E nesse turbilhão de areia e sangue, surge Tom Blyth como Billy. Olha, eu tenho que tirar o chapéu. Tom não apenas veste o chapéu e empunha o revólver, ele encarna o jovem. Há uma dualidade constante em seu olhar: a vulnerabilidade de um garoto que perdeu muito cedo, a chama da ambição, a astúcia necessária para sobreviver e, por vezes, um lampejo de crueldade que gela a espinha. Ele nos mostra a ingenuidade de quem ainda não sabe onde a linha foi traçada, e a frieza de quem já a cruzou muitas vezes. É um trabalho de personagem denso, que evita a caricatura e abraça a complexidade.

Atributo Detalhe
Criador Michael Hirst
Elenco Principal Tom Blyth
Gênero Faroeste, Drama
Ano de Lançamento 2022
Produtoras Epix, Amblin Television, MGM+ Studios, De Line Pictures, One Big Picture, MGM Television, Viaplay Group, Amazon MGM Studios

Um dos pontos cruciais da série é o encontro de Billy com Jesse Evans, líder da temível quadrilha Seven Rivers. Jesse, já imerso em uma vida de roubo de gado e saques a pequenas vilas, representa a trilha que Billy poderia seguir, ou talvez, a que ele já estava predestinado a trilhar. A dinâmica entre os dois é um motor potente, um estudo sobre influência e escolha. Jesse é uma força da natureza, um amigo traiçoeiro e um mentor perigoso. É o tipo de amizade que te puxa para baixo, mesmo quando você jura que está subindo. O drama que surge dessa relação é palpável, e as sementes da Guerra do Condado de Lincoln, que viria a definir a fama (ou infâmia) de Billy, são plantadas bem ali, no terreno fértil da lealdade e da traição.

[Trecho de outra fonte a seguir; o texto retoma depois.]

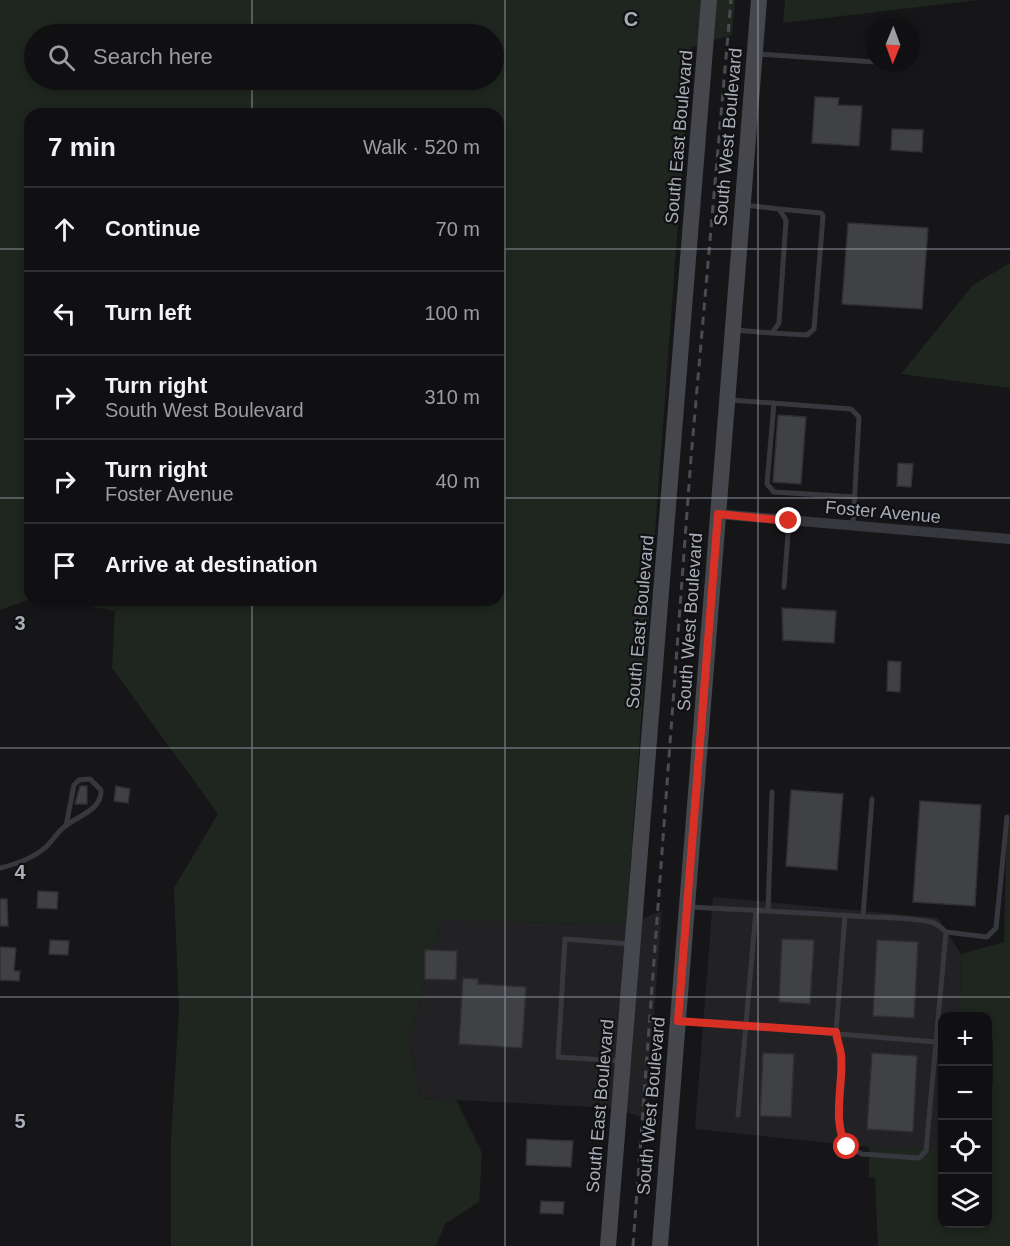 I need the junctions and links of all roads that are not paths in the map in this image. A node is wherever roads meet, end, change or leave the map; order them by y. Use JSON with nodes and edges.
{"nodes":[{"id":1,"x":709,"y":0,"type":"edge"},
{"id":2,"x":759,"y":0,"type":"edge"},
{"id":3,"x":754,"y":54,"type":"junction"},
{"id":4,"x":866,"y":61,"type":"edge"},
{"id":5,"x":742,"y":205,"type":"junction"},
{"id":6,"x":779,"y":209,"type":"junction"},
{"id":7,"x":733,"y":330,"type":"junction"},
{"id":8,"x":772,"y":333,"type":"junction"},
{"id":9,"x":727,"y":399,"type":"junction"},
{"id":10,"x":774,"y":403,"type":"junction"},
{"id":11,"x":855,"y":497,"type":"junction"},
{"id":12,"x":718,"y":514,"type":"junction"},
{"id":13,"x":789,"y":521,"type":"junction"},
{"id":14,"x":853,"y":526,"type":"junction"},
{"id":15,"x":1010,"y":539,"type":"edge"},
{"id":16,"x":784,"y":587,"type":"dead end"},
{"id":17,"x":772,"y":792,"type":"dead end"},
{"id":18,"x":872,"y":799,"type":"dead end"},
{"id":19,"x":1007,"y":816,"type":"dead end"},
{"id":20,"x":66,"y":825,"type":"junction"},
{"id":21,"x":0,"y":868,"type":"edge"},
{"id":22,"x":687,"y":907,"type":"junction"},
{"id":23,"x":756,"y":910,"type":"junction"},
{"id":24,"x":768,"y":911,"type":"junction"},
{"id":25,"x":845,"y":915,"type":"junction"},
{"id":26,"x":863,"y":916,"type":"junction"},
{"id":27,"x":946,"y":933,"type":"junction"},
{"id":28,"x":633,"y":944,"type":"junction"},
{"id":29,"x":678,"y":1021,"type":"junction"},
{"id":30,"x":746,"y":1025,"type":"junction"},
{"id":31,"x":836,"y":1032,"type":"junction"},
{"id":32,"x":936,"y":1042,"type":"junction"},
{"id":33,"x":623,"y":1061,"type":"junction"},
{"id":34,"x":738,"y":1115,"type":"dead end"},
{"id":35,"x":608,"y":1246,"type":"edge"},
{"id":36,"x":660,"y":1246,"type":"edge"}],
"edges":[{"from":1,"to":28,"type":"main road","name":"South East Boulevard"},
{"from":2,"to":3,"type":"main road","name":"South West Boulevard"},
{"from":3,"to":4,"type":"lane"},
{"from":3,"to":5,"type":"main road","name":"South West Boulevard"},
{"from":5,"to":6,"type":"lane"},
{"from":5,"to":7,"type":"main road","name":"South West Boulevard"},
{"from":6,"to":8,"type":"lane"},
{"from":6,"to":8,"type":"lane"},
{"from":7,"to":8,"type":"lane"},
{"from":7,"to":9,"type":"main road","name":"South West Boulevard"},
{"from":9,"to":10,"type":"lane"},
{"from":9,"to":12,"type":"main road","name":"South West Boulevard"},
{"from":10,"to":11,"type":"lane"},
{"from":10,"to":11,"type":"lane"},
{"from":11,"to":14,"type":"lane"},
{"from":12,"to":13,"type":"street","name":"Foster Avenue"},
{"from":12,"to":22,"type":"main road","name":"South West Boulevard"},
{"from":13,"to":14,"type":"street","name":"Foster Avenue"},
{"from":13,"to":16,"type":"lane"},
{"from":14,"to":15,"type":"street","name":"Foster Avenue"},
{"from":17,"to":24,"type":"lane"},
{"from":18,"to":26,"type":"lane"},
{"from":19,"to":27,"type":"lane"},
{"from":20,"to":20,"type":"lane"},
{"from":20,"to":21,"type":"lane"},
{"from":22,"to":23,"type":"lane"},
{"from":22,"to":29,"type":"main road","name":"South West Boulevard"},
{"from":23,"to":24,"type":"lane"},
{"from":23,"to":30,"type":"lane"},
{"from":24,"to":25,"type":"lane"},
{"from":25,"to":26,"type":"lane"},
{"from":25,"to":31,"type":"lane"},
{"from":26,"to":27,"type":"lane"},
{"from":27,"to":32,"type":"lane"},
{"from":28,"to":33,"type":"main road","name":"South East Boulevard"},
{"from":28,"to":33,"type":"lane"},
{"from":29,"to":30,"type":"lane"},
{"from":29,"to":36,"type":"main road","name":"South West Boulevard"},
{"from":30,"to":31,"type":"lane"},
{"from":30,"to":34,"type":"lane"},
{"from":31,"to":32,"type":"lane"},
{"from":31,"to":32,"type":"lane"},
{"from":33,"to":35,"type":"main road","name":"South East Boulevard"}]}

O que me cativou profundamente foi a forma como a série respira. A produção, com gigantes como Epix, Amblin Television e Amazon MGM Studios por trás, é grandiosa e detalhada. Dá pra sentir a poeira que gruda nos lábios, o ranger da sela sob o peso do cavaleiro, o cheiro metálico da pólvora após um tiro. O cenário do Velho Oeste não é apenas um pano de fundo pitoresco; ele é um personagem em si, vasto e impiedoso, moldando a vida de todos que ousam pisar nele. As paisagens são deslumbrantes e opressoras ao mesmo tempo, reforçando a sensação de isolamento e a necessidade de se impor para sobreviver.

Billy the Kid não se contenta em recitar os fatos que já conhecemos. Ela mergulha nas motivações, nas pequenas injustiças que acendem a chama da vingança, na constante luta pela sobrevivência em uma terra sem lei. É um drama sobre a perda da inocência, sobre a construção de um mito e sobre as consequências inescapáveis de uma vida vivida à margem. Michael Hirst e sua equipe conseguem a proeza de nos fazer sentir empatia por um homem que a história pintou como um fora-da-lei impiedoso, ao mesmo tempo em que não nos deixam esquecer a violência que ele perpetrou.

Então, sim, a série é um faroeste, um drama, mas é também uma meditação sobre o que nos torna quem somos. É sobre como o destino pode ser moldado pelas circunstâncias, mas também pelas escolhas que fazemos quando nos encontramos com o diabo na encruzilhada. E, pra mim, depois de tantas versões do mesmo conto, essa série de 2022 é uma das mais humanas e viscerais representações de Billy the Kid que já vi. Mesmo que ainda não tenha chegado oficialmente ao Brasil, espero que um dia você, leitor, possa mergulhar nesse Velho Oeste que pulsa com tanta vida — e morte. Vale cada momento de tensão, cada tiro, cada olhar complexo de Tom Blyth.